My Home, in Libya
La memoria e le chat. Con 'My Home, in Libya', Martina Melilli riapre il baule di famiglia per far riaffiorare la storia dei suoi cari, intrecciandola con l'attualità
Martina è come un'italiana di seconda generazione, eppure tutta la sua famiglia è italiana da sempre. È una condizione particolare quella della ragazza e della sua famiglia, ma non dissimile da quella di tanti altri italiani emigrati all'estero e poi rientrati in patria. Il padre ed il nonno di Martina, infatti, sono nati in Libia e lì hanno vissuto fino al crollo della monarchia, poi con l'ascesa al potere del colonnello Gheddafi sono tornati a vivere in Italia. Martina in Libia non c'è mai stata, ne ha sentito parlare solo attraverso i discorsi dei nonni, ex commercianti a Tripoli, e la storia della sua famiglia non l'ha mai conosciuta davvero in maniera approfondita. Aprendo il baule dei ricordi insieme ai nonni Antonio e Narcisa, Martina Melilli, per il suo primo lungometraggio presentato fuori concorso all'ultima edizione del Festival di Locarno, prova a mettere insieme i pezzi della storia sua e dei suoi famigliari, attraverso ricordi e immagini di una vita ormai lontanissima. Il film dunque, sin dal suo incipit, sembra proiettarsi verso il mero esercizio di ricostruzione di una memoria privata, che poi, inevitabilmente, si riflette nella storia di una nazione e di tutto il mediterraneo.
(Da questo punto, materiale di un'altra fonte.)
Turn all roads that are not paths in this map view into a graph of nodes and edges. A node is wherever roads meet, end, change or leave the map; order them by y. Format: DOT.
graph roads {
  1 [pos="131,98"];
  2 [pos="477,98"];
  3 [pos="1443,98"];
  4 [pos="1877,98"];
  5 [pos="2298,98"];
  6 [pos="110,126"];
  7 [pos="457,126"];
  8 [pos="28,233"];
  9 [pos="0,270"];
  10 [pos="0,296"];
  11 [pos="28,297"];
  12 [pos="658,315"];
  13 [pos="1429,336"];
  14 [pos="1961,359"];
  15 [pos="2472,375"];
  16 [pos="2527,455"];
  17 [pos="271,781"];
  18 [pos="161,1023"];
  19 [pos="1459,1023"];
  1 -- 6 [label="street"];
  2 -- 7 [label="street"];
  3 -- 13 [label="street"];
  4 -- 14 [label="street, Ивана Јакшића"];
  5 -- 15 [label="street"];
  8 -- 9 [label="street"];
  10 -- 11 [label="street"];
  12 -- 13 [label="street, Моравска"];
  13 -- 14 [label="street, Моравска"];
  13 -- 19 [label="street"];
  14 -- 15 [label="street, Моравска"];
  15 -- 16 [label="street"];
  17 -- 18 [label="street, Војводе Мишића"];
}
Fortunatamente il documentario della Melilli si svincola da un legame con il passato troppo asfissiante, costruendo la sua narrazione anche su un secondo livello, quello del presente. La protagonista, infatti, si mette in contatto via chat con un giovane studente universitario libico, Mahmud, che la aiuta nella sua impresa, girando per lei alcuni video per le strade di Tripoli. Dall'incontro tra i due viene fuori un moderno epistolario via chat, che rappresenta l'aspetto migliore dell'opera, la sua parte più vitale. Il lungo messaggiare tra i due ragazzi fa confluire nel film inaspettate esternazioni private, riflessioni sulla cultura dei due Paesi, aspettative e desideri che legano persone della stessa generazione sulle sponde opposte del mediterraneo.
Grazie anche all'utilizzo dei messaggi di testo, My Home in Libya riesce a trovare una sua peculiarità estetica, che strizza l'occhio alla videoarte e alla multimedialità. La Melilli, tuttavia, a tratti si perde nella lunghezza e nell'ostentata ripetizione di alcune inquadrature, per di più insignificanti per l'economia generale del racconto (si veda l'inquadratura del pappagallo). Il film scivola, peraltro, quando cerca di affrontare la vicenda libica e delle migrazioni da un punto di vista strettamente politico. La regista sovrappone le immagini di alcuni corpi inermi all'audio di un comizio elettorale. Una trovata sensazionalistica, per certi versi gratuita, discutibile da un punto di vista etico e quantomeno superficiale nell'approccio alla questione. Il documentario, infatti, non tiene per niente conto della storia recente e passata dei rapporti tra Italia e Libia, del ruolo libico nello scacchiere del mediterraneo e della complessità del fenomeno migratorio. D'altronde affrontare un tema così caldo vuol dire correre un rischio altissimo di maneggiarlo incautamente.